In theory, disaster recovery like its counterpart business continuity needs to concentrate on what is critical in an organisation to keep it functioning correctly, and concentrate on planning for and managing those aspects. Experience plays a large part in understanding how far to go, and having broad knowledge gained by working in or with the various operations of a company can be invaluable. Otherwise plans can become too elaborate and too costly compared to the general level of business risk that applies to an organisation. Yet, how much disaster recovery is too much?
Some enterprises will deliberately provoke realistic DR situations, with the resulting expenses and disruption, to see how well they can cope. Others go through detailed risk analysis to find out if they should train thousands of staff to cope with hazardous chemicals spillage or fence in large areas of company operations. Although different organisations have varying needs, at least one remark is of general relevance. A number of companies incur monthly IT hot-site fees and charges for annual hot-site testing programs that are overkill compared to their real requirements. The problem is that they develop an IT recovery strategy before thinking out their overall business continuity plan.

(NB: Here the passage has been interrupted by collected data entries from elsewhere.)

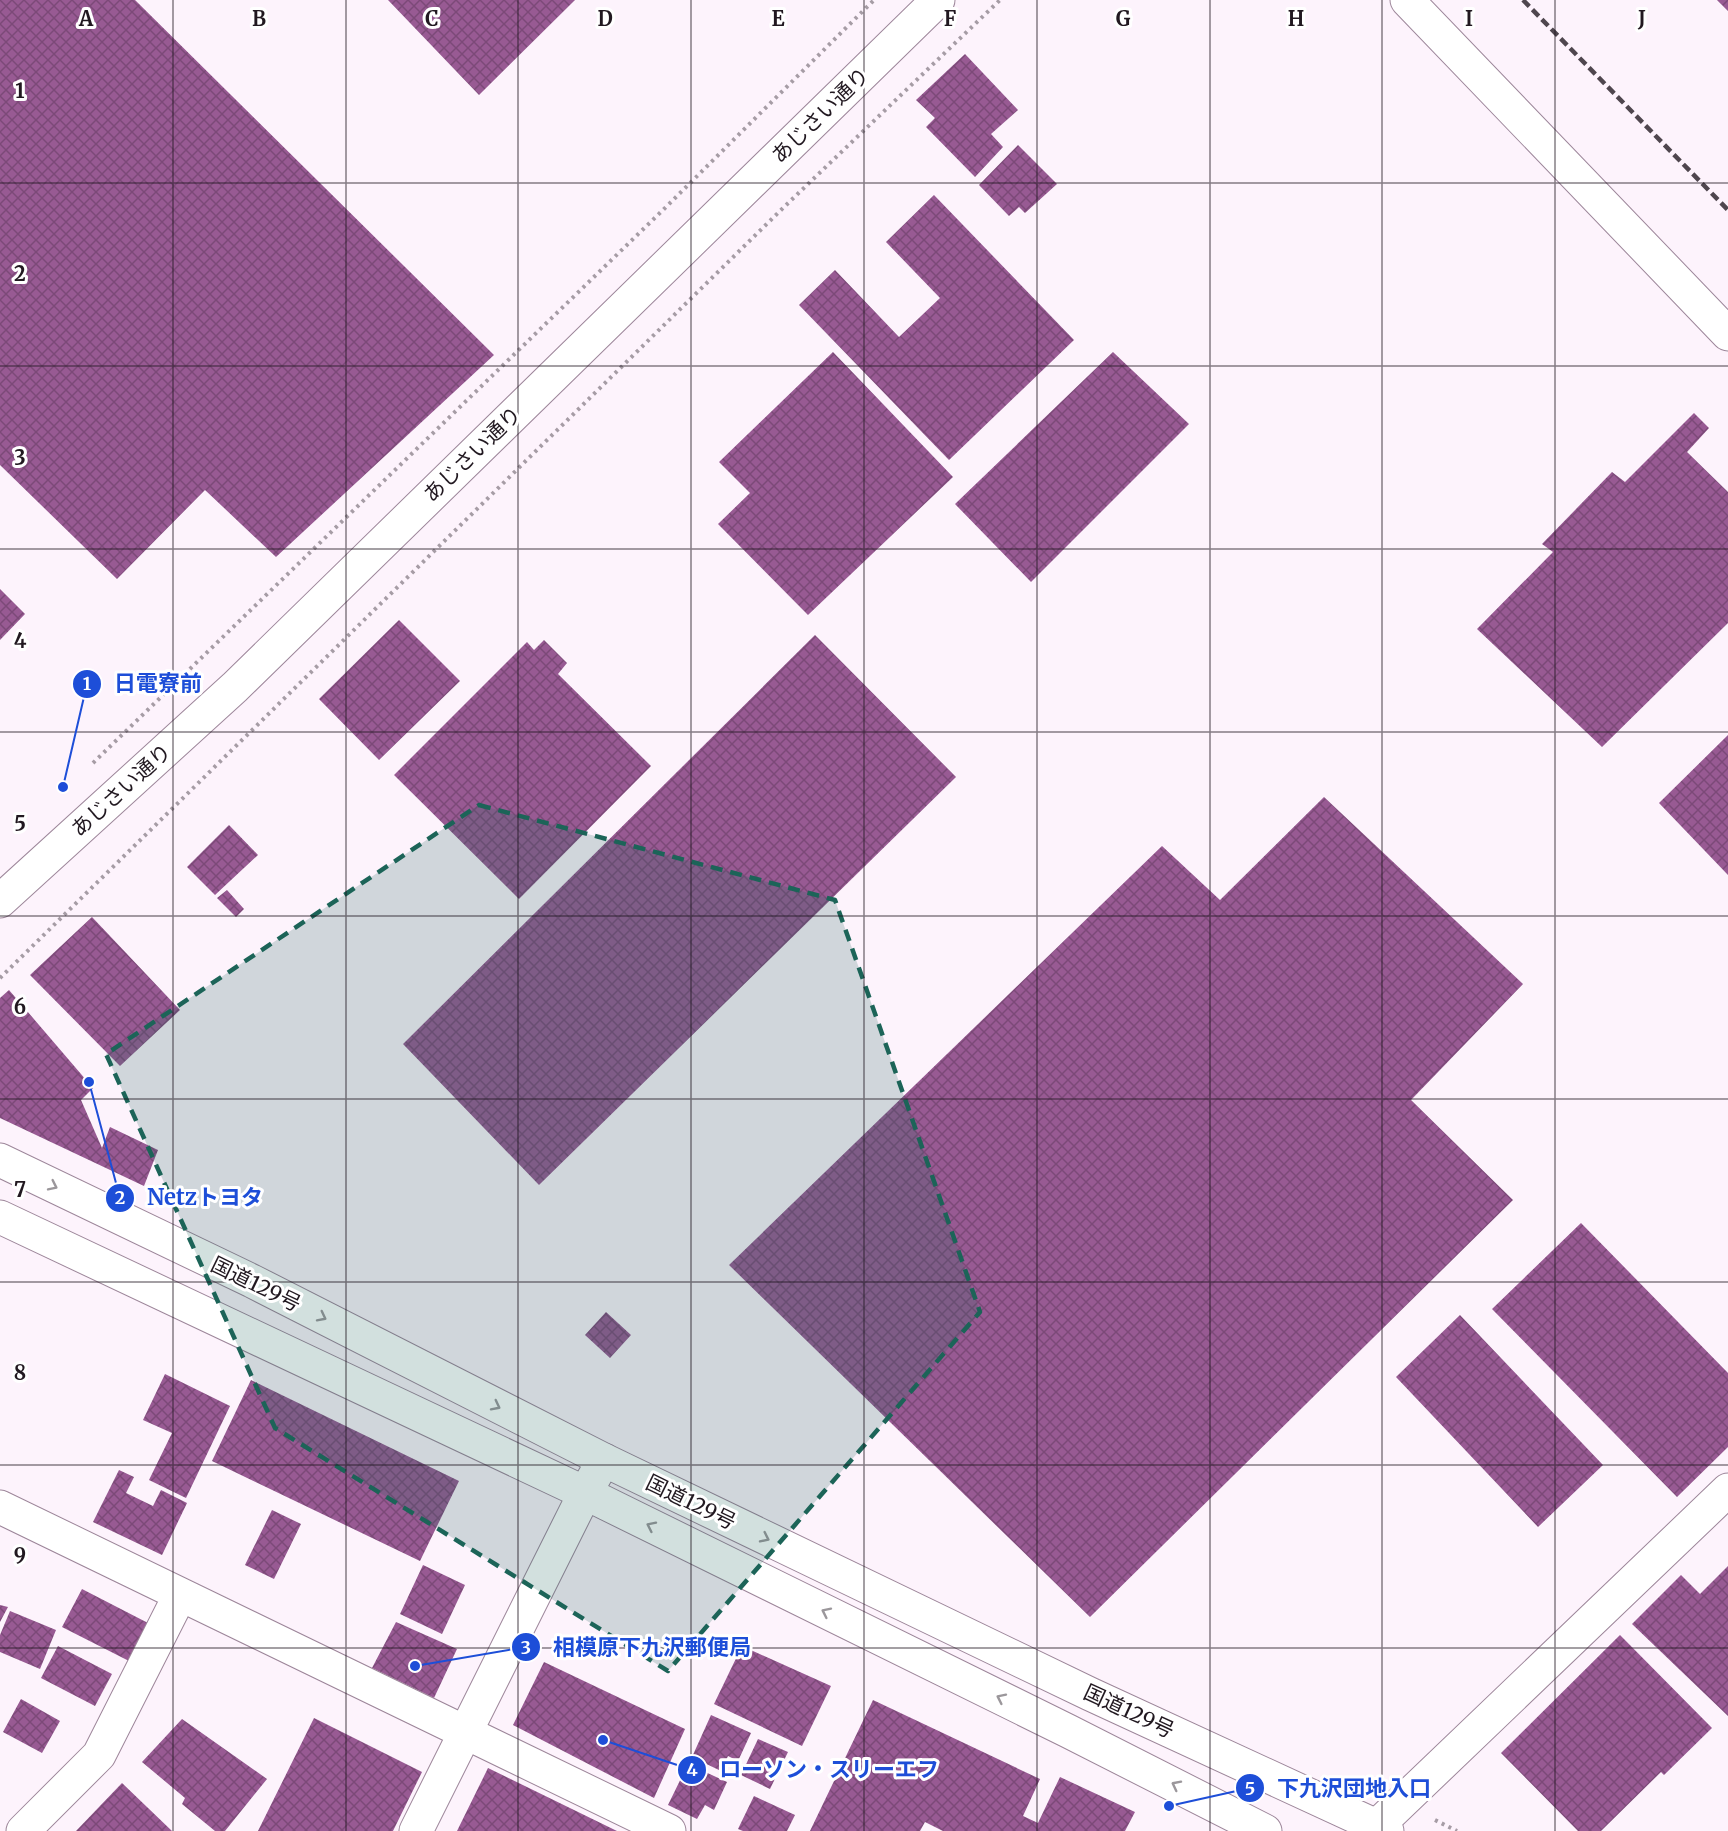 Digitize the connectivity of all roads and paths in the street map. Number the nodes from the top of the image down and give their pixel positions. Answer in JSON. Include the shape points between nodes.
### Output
{"nodes":[{"id":1,"x":874,"y":0,"type":"edge"},
{"id":2,"x":938,"y":0,"type":"edge"},
{"id":3,"x":1000,"y":0,"type":"edge"},
{"id":4,"x":1407,"y":0,"type":"edge"},
{"id":5,"x":1728,"y":334,"type":"edge"},
{"id":6,"x":85,"y":771,"type":"dead end"},
{"id":7,"x":0,"y":901,"type":"edge"},
{"id":8,"x":0,"y":978,"type":"edge"},
{"id":9,"x":0,"y":1160,"type":"edge"},
{"id":10,"x":0,"y":1217,"type":"edge"},
{"id":11,"x":604,"y":1460,"type":"junction"},
{"id":12,"x":1728,"y":1490,"type":"edge"},
{"id":13,"x":585,"y":1493,"type":"junction"},
{"id":14,"x":0,"y":1507,"type":"edge"},
{"id":15,"x":180,"y":1594,"type":"junction"},
{"id":16,"x":466,"y":1732,"type":"junction"},
{"id":17,"x":1382,"y":1829,"type":"edge"},
{"id":18,"x":23,"y":1831,"type":"edge"},
{"id":19,"x":416,"y":1831,"type":"edge"},
{"id":20,"x":669,"y":1831,"type":"edge"},
{"id":21,"x":1265,"y":1831,"type":"edge"}],
"edges":[{"from":1,"to":6,"type":"path"},
{"from":2,"to":7,"type":"main road","name":"あじさい通り","via":[[235,687]]},
{"from":3,"to":8,"type":"path","via":[[783,208]]},
{"from":4,"to":5,"type":"main road"},
{"from":9,"to":11,"type":"main road","name":"国道129号","one_way":true,"via":[[252,1281]]},
{"from":10,"to":13,"type":"main road","name":"国道129号"},
{"from":11,"to":13,"type":"main road"},
{"from":11,"to":17,"type":"main road","name":"国道129号","one_way":true},
{"from":12,"to":17,"type":"main road"},
{"from":13,"to":16,"type":"main road"},
{"from":21,"to":13,"type":"main road","name":"国道129号","one_way":true},
{"from":14,"to":15,"type":"main road"},
{"from":15,"to":16,"type":"main road"},
{"from":15,"to":18,"type":"main road","via":[[99,1755]]},
{"from":16,"to":19,"type":"main road"},
{"from":16,"to":20,"type":"main road"}]} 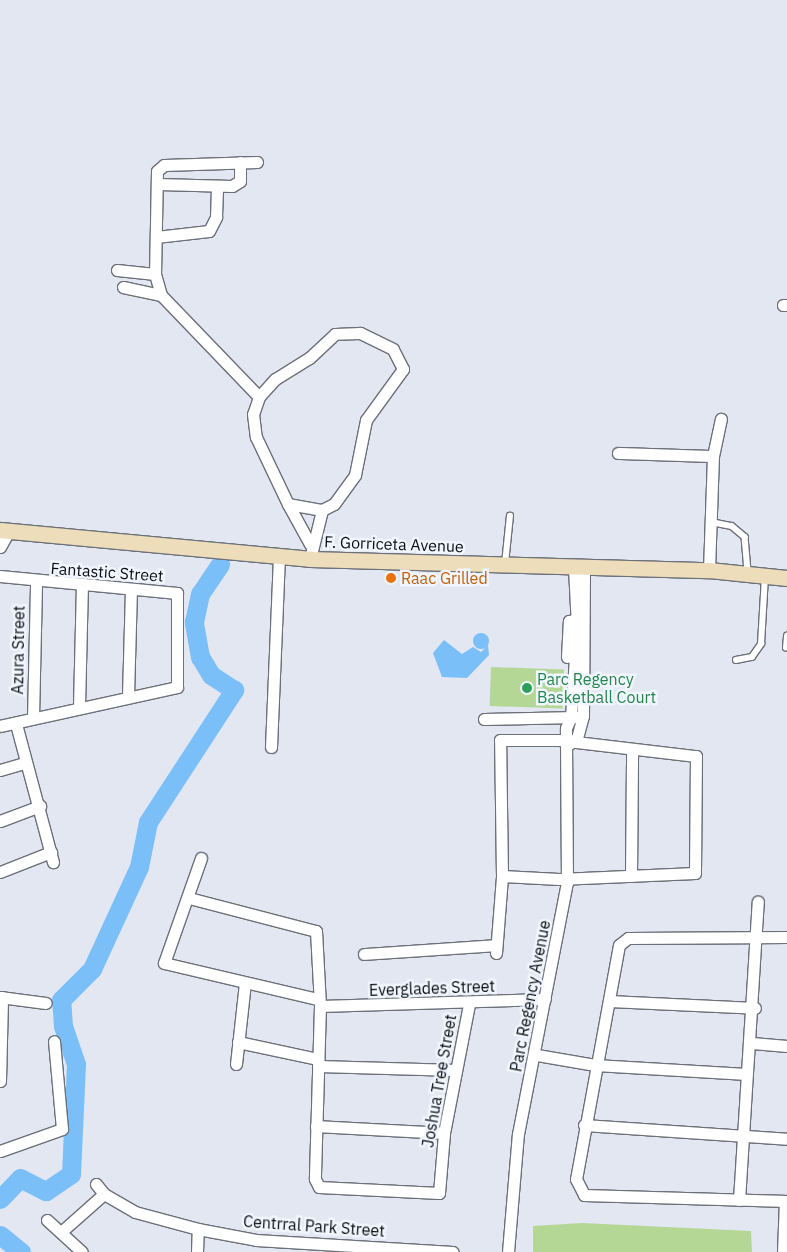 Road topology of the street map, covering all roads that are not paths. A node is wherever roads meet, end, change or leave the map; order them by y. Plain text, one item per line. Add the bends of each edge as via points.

Too much disaster recovery is one problem. The banking sector apparently has the opposite one of not enough. Its cause is attributed in a survey by the CSFI (Centre for the Study of Financial Innovation) to a rise in regulation that “saps bank resources”, “reduces risk diversification” and “creates a false sense of security”. At the end of the day, it still comes down to fundamental risk management: how much risk will your organisation accept, what are you willing to spend to avoid or mitigate the risks involved, and what plan will you execute to do so? It is this analysis that lets you avoid overkill or “underkill”, and protect your organisation sufficiently yet cost-effectively.